PROBLEM DESCRIPTION:
Which lines below contain the word "Jalan"? Copy each of them.

######

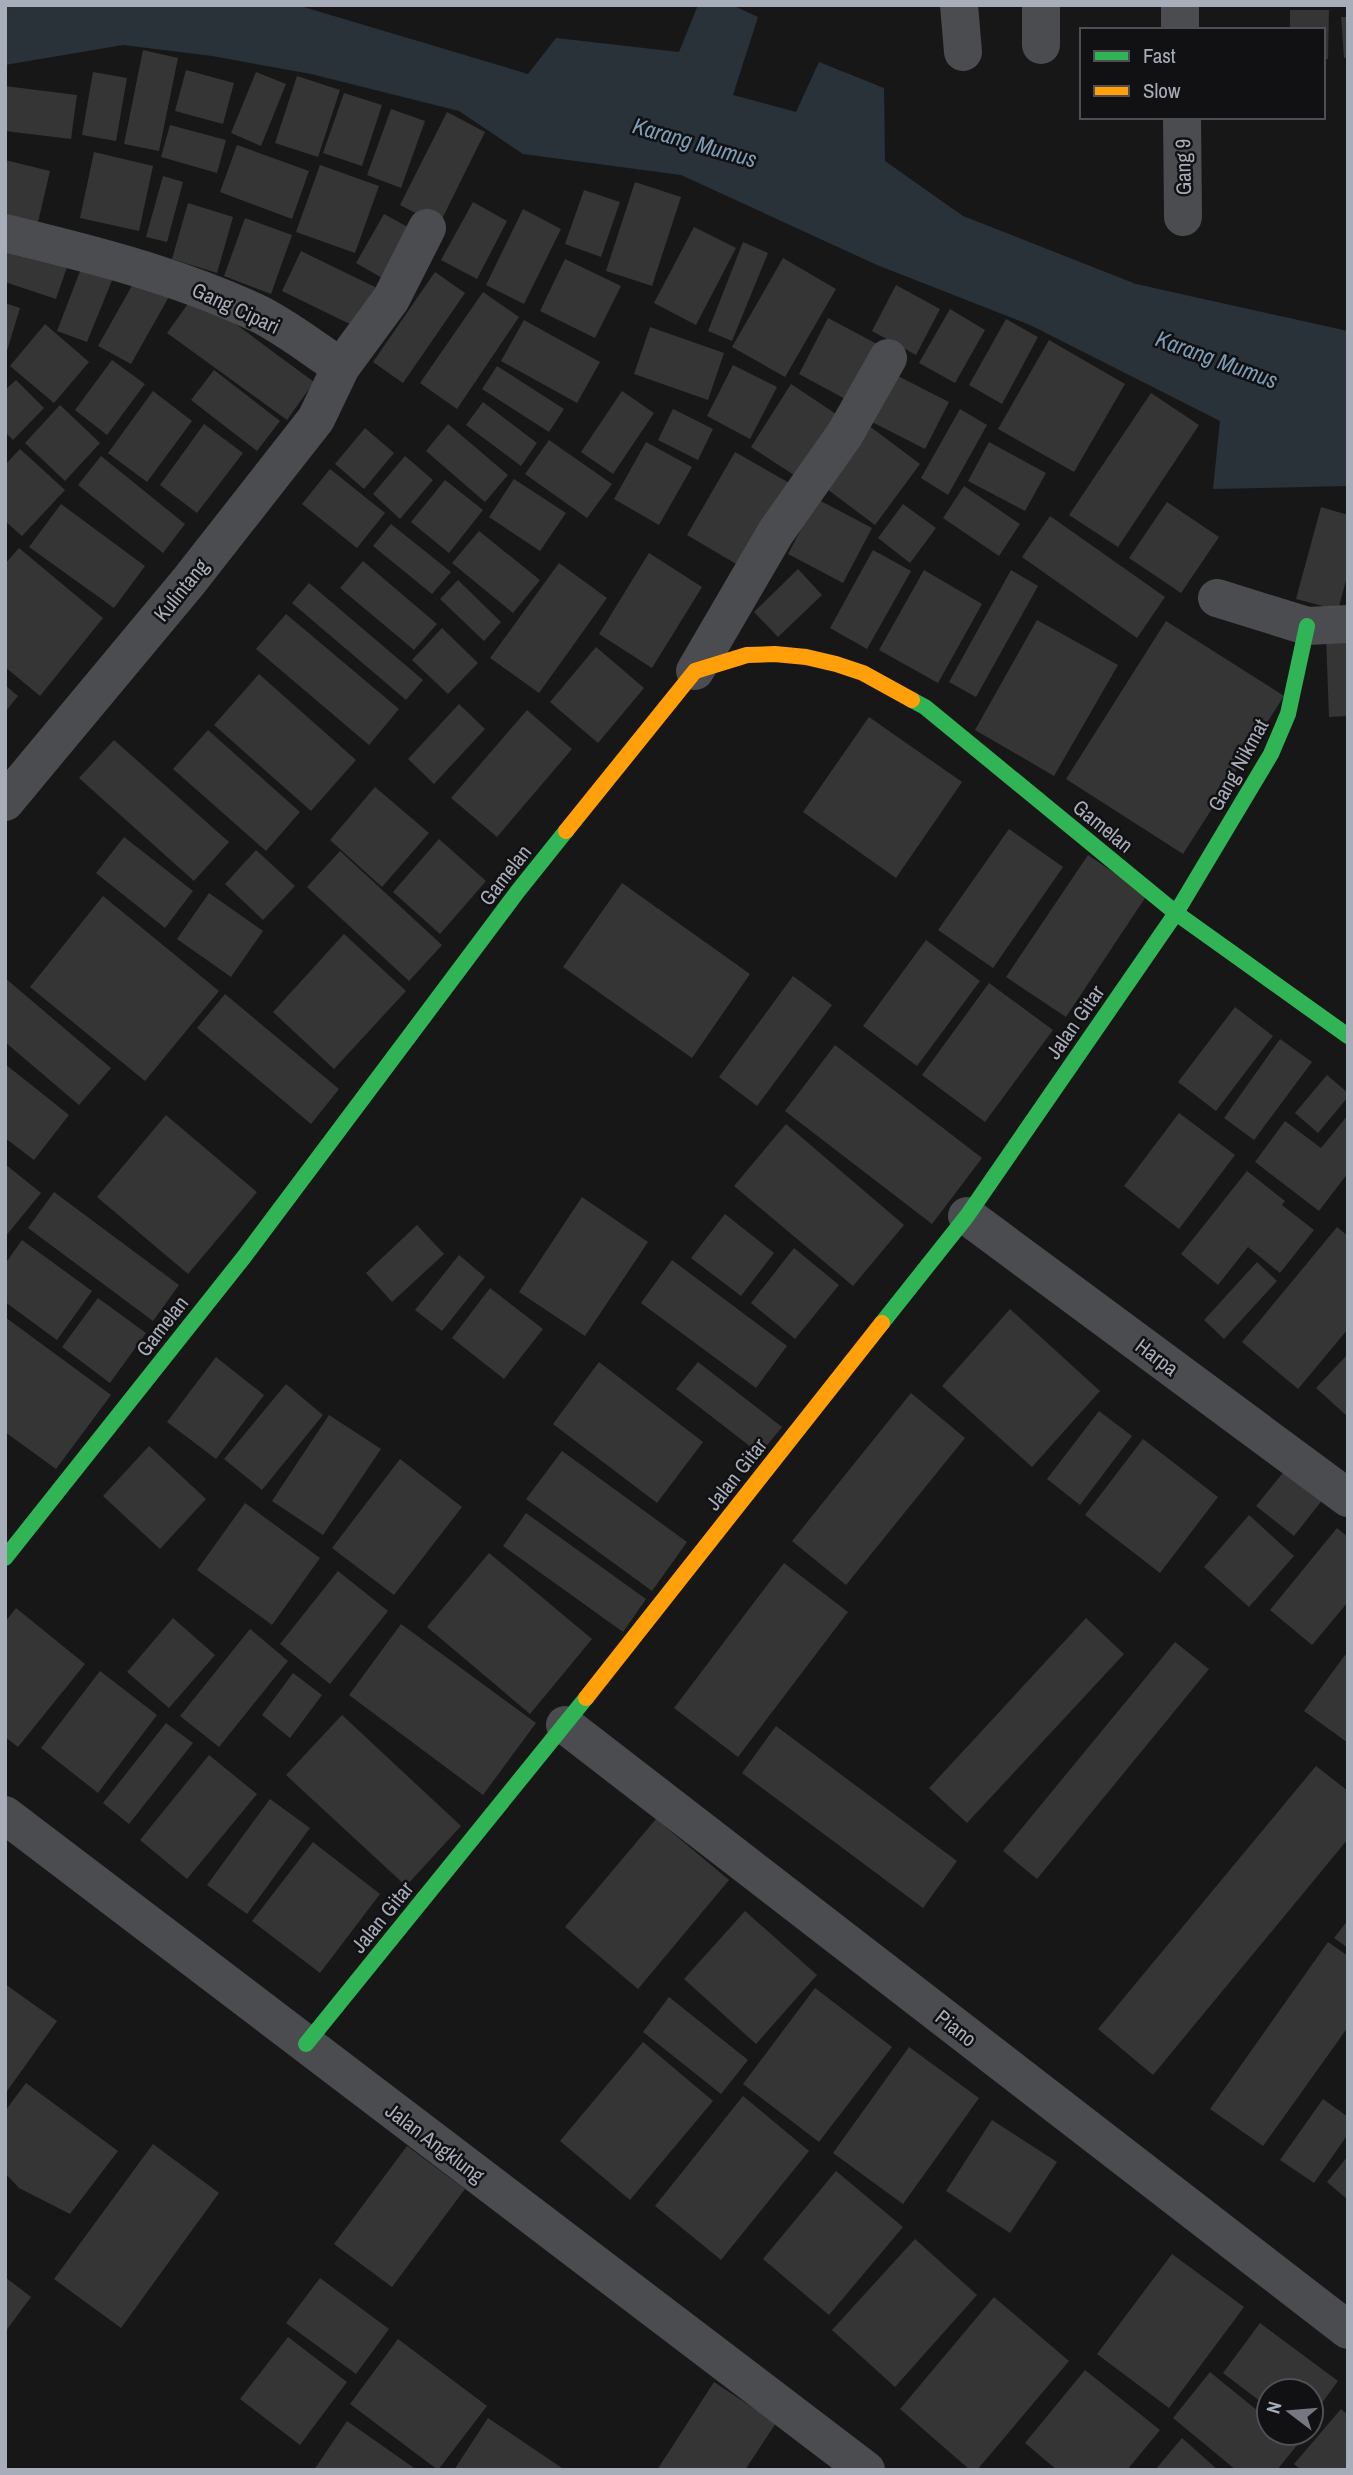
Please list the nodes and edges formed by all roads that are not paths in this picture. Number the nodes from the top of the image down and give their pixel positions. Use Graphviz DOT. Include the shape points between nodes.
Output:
graph roads {
  1 [pos="959,5"];
  2 [pos="1041,5"];
  3 [pos="1180,5"];
  4 [pos="1180,28"];
  5 [pos="1041,45"];
  6 [pos="962,52"];
  7 [pos="1182,119"];
  8 [pos="1183,218"];
  9 [pos="427,228"];
  10 [pos="5,233"];
  11 [pos="888,358"];
  12 [pos="341,367"];
  13 [pos="1217,597"];
  14 [pos="1348,624"];
  15 [pos="1307,626"];
  16 [pos="695,671"];
  17 [pos="5,803"];
  18 [pos="1176,913"];
  19 [pos="1348,1036"];
  20 [pos="967,1216"];
  21 [pos="1348,1498"];
  22 [pos="5,1558"];
  23 [pos="565,1725"];
  24 [pos="5,1815"];
  25 [pos="306,2044"];
  26 [pos="1348,2330"];
  27 [pos="866,2470"];
  1 -- 6 [label="street"];
  2 -- 5 [label="street"];
  3 -- 4 [label="street"];
  7 -- 8 [label="street, Gang 9"];
  9 -- 12 [label="street" via="391,299"];
  10 -- 12 [label="street, Gang Cipari" via="165,275 258,313"];
  11 -- 16 [label="street" via="845,434 776,532"];
  12 -- 17 [label="street, Kulintang" via="316,419"];
  13 -- 15 [label="street"];
  14 -- 15 [label="street"];
  15 -- 18 [label="street, Gang Nikmat" via="1280,737"];
  16 -- 18 [label="street, Gamelan" via="747,655 829,661 862,673 925,707"];
  16 -- 22 [label="street, Gamelan" via="518,891 244,1257"];
  18 -- 19 [label="street, Gamelan"];
  18 -- 20 [label="street, Jalan Gitar"];
  20 -- 21 [label="street, Harpa"];
  20 -- 23 [label="street, Jalan Gitar"];
  23 -- 25 [label="street, Jalan Gitar"];
  23 -- 26 [label="street, Piano"];
  24 -- 25 [label="street, Jalan Angklung"];
  25 -- 27 [label="street, Jalan Angklung"];
}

######

EXERCISE ANSWER:
  18 -- 20 [label="street, Jalan Gitar"];
  20 -- 23 [label="street, Jalan Gitar"];
  23 -- 25 [label="street, Jalan Gitar"];
  24 -- 25 [label="street, Jalan Angklung"];
  25 -- 27 [label="street, Jalan Angklung"];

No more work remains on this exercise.